What I feel wells up and takes a hold of my heart rate, my breathing, my temperature, it is heavy on my chest and leaden in my body. It raises the hairs on my scalp and my arms and causes pain in my limbs. It gives me great racking sobs that feel like I am physically pushing it out when I breathe, it makes me sick. The world goes dark around my fear and lowers my blood pressure so that I am faint. I gasp for breath and sink to the floor but it is not panic it is just how I feel and I feel like this all the time. When I am upset it is so physical I am not aware of anything other than what is going on in my mind and body and it is why I push it away. It is so encompassing that I am vulnerable to the world and the people in it. So I hide it, I keep it safe until I am safe to be that vulnerable because much as it is normal for a two year old at twenty seven I feel the world with judge. I world will crucify me and lock me up in a mental ward but it is just how I feel. It is how I have always felt, so strongly, so acutely, so physically that it takes up my consciousness and I know no other way but I fear the world and its ideas of normal. I fear its ideas of how I should be and the intolerance of my differences but what am I to do. I have always been like this, I just learnt to hide it and despite the problems it causes me I do a damn good job but I feel alone.

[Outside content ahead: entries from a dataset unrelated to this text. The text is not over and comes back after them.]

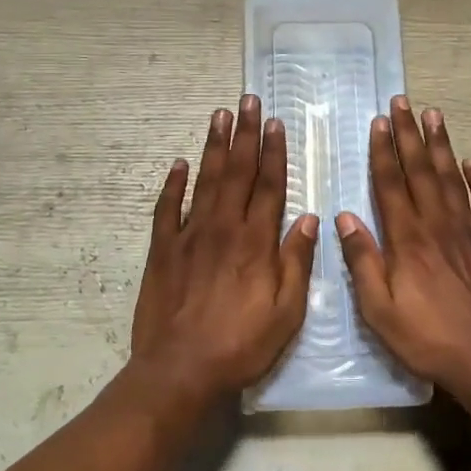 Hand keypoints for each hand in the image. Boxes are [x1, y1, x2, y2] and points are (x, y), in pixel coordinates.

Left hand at [130, 95, 319, 404]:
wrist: (180, 369)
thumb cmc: (240, 344)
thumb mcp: (286, 312)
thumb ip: (296, 262)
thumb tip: (308, 218)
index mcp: (256, 241)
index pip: (269, 185)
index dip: (274, 152)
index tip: (275, 122)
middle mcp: (223, 228)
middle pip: (237, 172)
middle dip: (244, 134)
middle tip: (247, 100)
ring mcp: (189, 236)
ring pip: (205, 180)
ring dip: (214, 146)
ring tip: (219, 115)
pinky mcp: (162, 250)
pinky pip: (166, 209)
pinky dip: (172, 184)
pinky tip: (178, 164)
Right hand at [336, 97, 470, 410]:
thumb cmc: (429, 338)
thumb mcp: (380, 310)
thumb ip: (363, 261)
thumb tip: (345, 216)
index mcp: (408, 239)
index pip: (391, 184)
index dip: (383, 151)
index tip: (379, 121)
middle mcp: (439, 225)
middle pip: (422, 170)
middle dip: (410, 134)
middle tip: (403, 102)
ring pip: (453, 178)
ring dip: (442, 145)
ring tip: (434, 115) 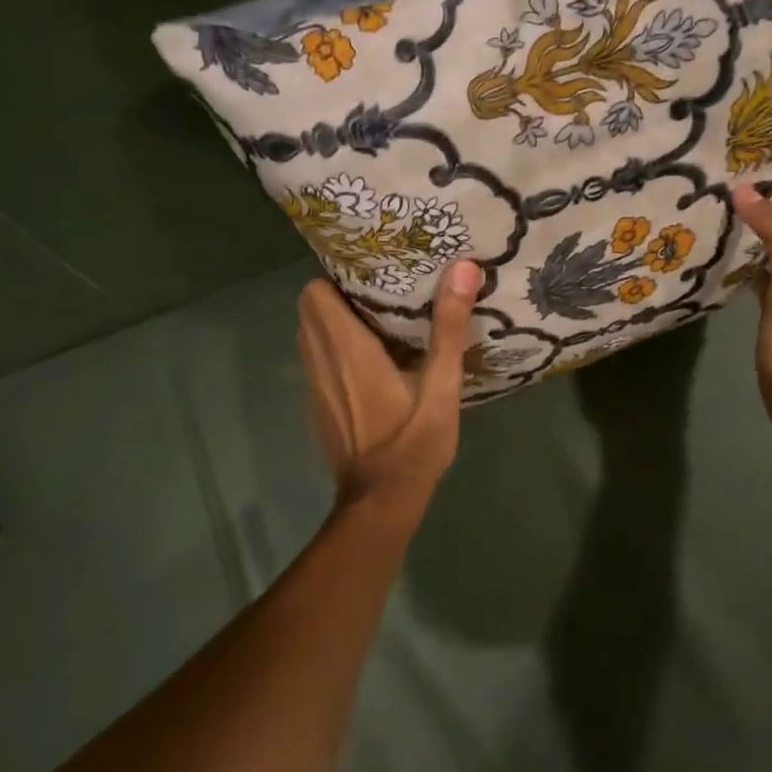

I feel so different to the rest of the world, to everyone who is in it. Oh and don’t get me wrong there are people who have similar problems to me but somehow it really doesn’t feel all that great to know that someone else has the same diagnosis as me because what does that really mean. I cannot be myself and let my emotions out as I need and really when the entire medical profession is exerting so much time and effort into making me like everyone else it just doesn’t feel so good. I am not a criminal, I am not addicted to anything, and I am not even that dysfunctional in the world. I have small job and some friends. I take responsibility and have my own home but still it feels bad because unlike the rest of the world I am not like them. But what is so damned different about me? Nothing, I just feel a lot.